The anchor text is what Google sees on the link and expects the page to be about that. The thing is that active link building basically is against Googles guidelines.

One of the ways to expose manipulation is the anchors. It’s unnatural that everyone would link to your site naturally using the keyword. In most cases the link would be a plain domain link and not on any anchor – especially not the keyword.

12. Maintenance

Once you are done with previous optimization steps you will be combining link building, continual content optimization and maintenance.

Ongoing SEO maintenance is important to keep your rankings

12.1 Keep an eye on new updates

Google comes with new algorithm updates regularly and these updates can shake up the ranks. 

You can be proactive and follow various blogs that will write about the changes as they roll out or you can play detective when you notice a drop in ranks and try to fix any collateral damage the update might have caused.

12.2 Changes in keyword search volume

Keyword search volume depends on the number of people searching for a specific keyword, so of course there will be some fluctuation in the number. 

Big changes can also happen following search trends and no matter the reason why the search volume is changed you will possibly need to adjust your content or make a new landing page for a keyword whose search volume suddenly jumped.

12.3 New competitors entering the market

Companies come and go. There might be companies going bankrupt and leaving a hole which you might want to fill. 

But there might also be new companies that invest more into SEO than your old competitors. Be sure to use their data with the strategies we mentioned previously and monitor the upcoming competitors closely.

12.4 SEO of new content

Any new landing page you make as a part of your content strategy will need to be optimized and checked before and after publishing. 

It is of course best if the content is fully optimized before publication as once the search engine has crawled and indexed it, there will be a while before another crawl.

If you have made changes to a page and wants it to be crawled faster you can go to your Google Search Console account, search for the landing page and request indexation.

12.5 Keep updating existing content

Keep your content ever fresh by adding new content, images, new links etc.

Make sure that the existing information is accurate and up to date. 

Make sure to edit the update date when you edit pages. If you radically change the content you can even change the publish date.

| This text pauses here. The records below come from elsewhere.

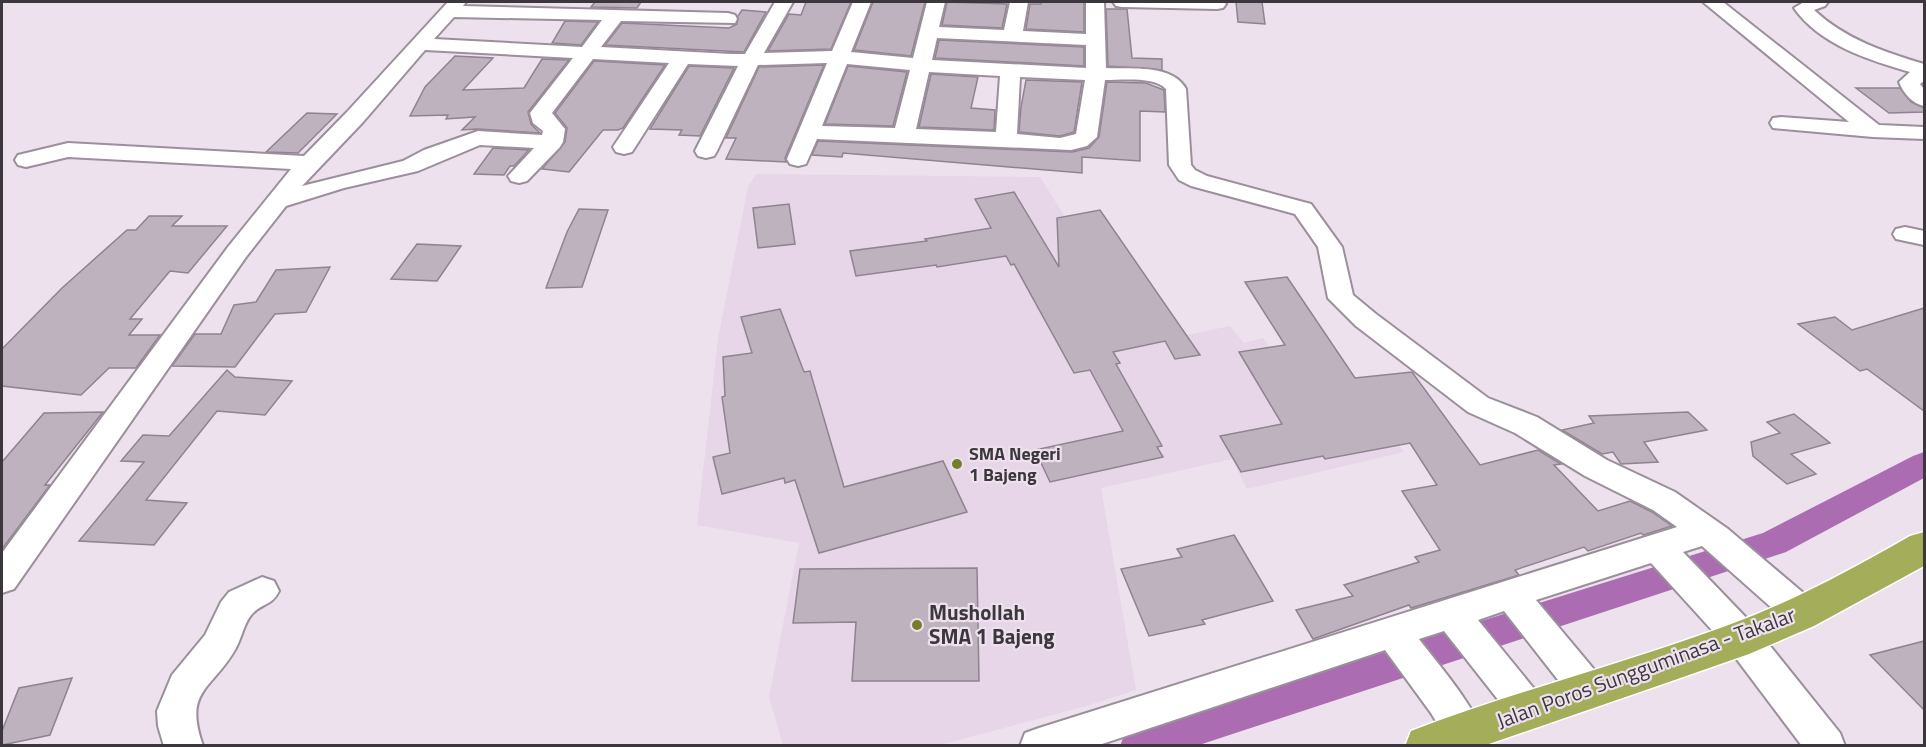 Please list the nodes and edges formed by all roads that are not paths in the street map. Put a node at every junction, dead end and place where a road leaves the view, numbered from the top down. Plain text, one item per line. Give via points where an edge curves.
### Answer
1 (784, 2) edge
2 (862, 2) edge
3 (936, 2) edge
4 (1019, 2) edge
5 (1095, 2) edge
6 (1122, 2) edge
7 (1712, 2) edge
8 (1819, 2) edge
9 (453, 6) edge
10 (540, 7) edge
11 (1217, 7) edge
12 (616, 15) junction
13 (728, 19) dead end
14 (928, 32) junction
15 (1012, 37) junction
16 (1096, 40) junction
17 (420, 44) junction
18 (588, 53) junction
19 (682, 57) junction
20 (839, 57) junction
21 (753, 58) junction
22 (919, 65) junction
23 (1010, 71) junction
24 (1924, 71) edge
25 (1096, 74) junction
26 (1924, 100) edge
27 (1781, 123) dead end
28 (1874, 131) junction
29 (811, 132) junction
30 (1924, 132) edge
31 (904, 135) junction
32 (1006, 139) junction
33 (552, 142) junction
34 (624, 147) dead end
35 (706, 151) dead end
36 (798, 159) dead end
37 (26, 160) dead end
38 (310, 163) junction
39 (519, 176) dead end
40 (277, 201) junction
41 (1712, 535) junction
42 (1924, 547) edge
43 (12, 550) edge
44 (1664, 553) junction
45 (2, 579) edge
46 (262, 591) dead end
47 (1514, 597) junction
48 (1787, 601) junction
49 (1456, 618) junction
50 (1396, 637) junction
51 (1742, 638) junction
52 (1589, 691) junction
53 (1515, 693) junction
54 (1445, 727) edge
55 (1089, 738) edge
56 (184, 746) edge
57 (1039, 746) edge
58 (1826, 746) edge

1 - 21 street
2 - 20 street
3 - 14 street
4 - 15 street
5 - 16 street
6 - 11 street
7 - 28 street
8 - 24 street via 1803,8 1841,40
9 - 10 street
9 - 17 street
10 - 12 street
12 - 13 street
12 - 18 street
14 - 15 street
14 - 22 street
15 - 16 street
16 - 25 street
17 - 18 street
17 - 38 street
18 - 19 street
18 - 33 street via 541,113 541,118 554,129
19 - 21 street
19 - 34 street
20 - 21 street
20 - 22 street
20 - 29 street
21 - 35 street
22 - 23 street
22 - 31 street
23 - 25 street
23 - 32 street
24 - 26 street via 1909,82
25 - 32 street via 1088,132 1082,141 1062,144
25 - 41 street via 1145,75 1173,83 1180,165 1187,175 1303,209 1329,247 1341,298 1394,343 1478,405 1526,425 1596,468 1664,501
27 - 28 street
28 - 30 street
29 - 31 street
29 - 36 street
31 - 32 street
33 - 39 street
33 - 40 street via 478,138 410,166
37 - 38 street via 68,150
38 - 40 street
40 - 43 street
41 - 44 street
41 - 48 street
42 - 48 highway, Jalan Poros Sungguminasa - Takalar
43 - 45 street
44 - 47 street
44 - 51 street
46 - 56 street via 241,602 222,640 187,684 176,708
47 - 49 street
47 - 52 street
48 - 51 highway, Jalan Poros Sungguminasa - Takalar
49 - 50 street
49 - 53 street
50 - 54 street
50 - 55 street
51 - 52 highway, Jalan Poros Sungguminasa - Takalar
51 - 58 street
52 - 53 highway, Jalan Poros Sungguminasa - Takalar
53 - 54 highway, Jalan Poros Sungguminasa - Takalar
55 - 57 street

12.6 Keep an eye on recently lost links

Lost links will keep popping up, so keep an eye on Morningscore so you can reclaim them as fast as possible.

12.7 Keep an eye on Morningscore health tool

Just because you are done now doesn’t mean new issues won’t pop up. You should run onsite SEO checks regularly.

External links can break, you may delete an image in your media library by accident or we might add more issues to track in a next update.

FAQ

What is SEO?
SEO is short for Search Engine Optimization. SEO is the proces of getting higher rankings on Google by having a technical good website, great and relevant content and authority. SEO is the name for the optimizations on and off a website that make you rank on Google when people search for information, products or services.

Does my company need SEO?
Almost every company need SEO. Google is the most used searched engine and this is the place where most people start – and end – their buying journey. To take part of that and get sales and leads you need to be visible in the search engines.

How does SEO work?
SEO is simple and complex at the same time. In reality, it’s quite simple. SEO is about making your website aligned with what Google and the users are looking for – and how they look for it. Google uses web crawlers to scan the entire internet, hence it is an important part of your SEO strategy to make sure that your website is accesible for crawlers so they can access your content. There is a lot of factors that Google counts, but you simply needs to match the intent that users have, give a nice user experience and establish authority for your website.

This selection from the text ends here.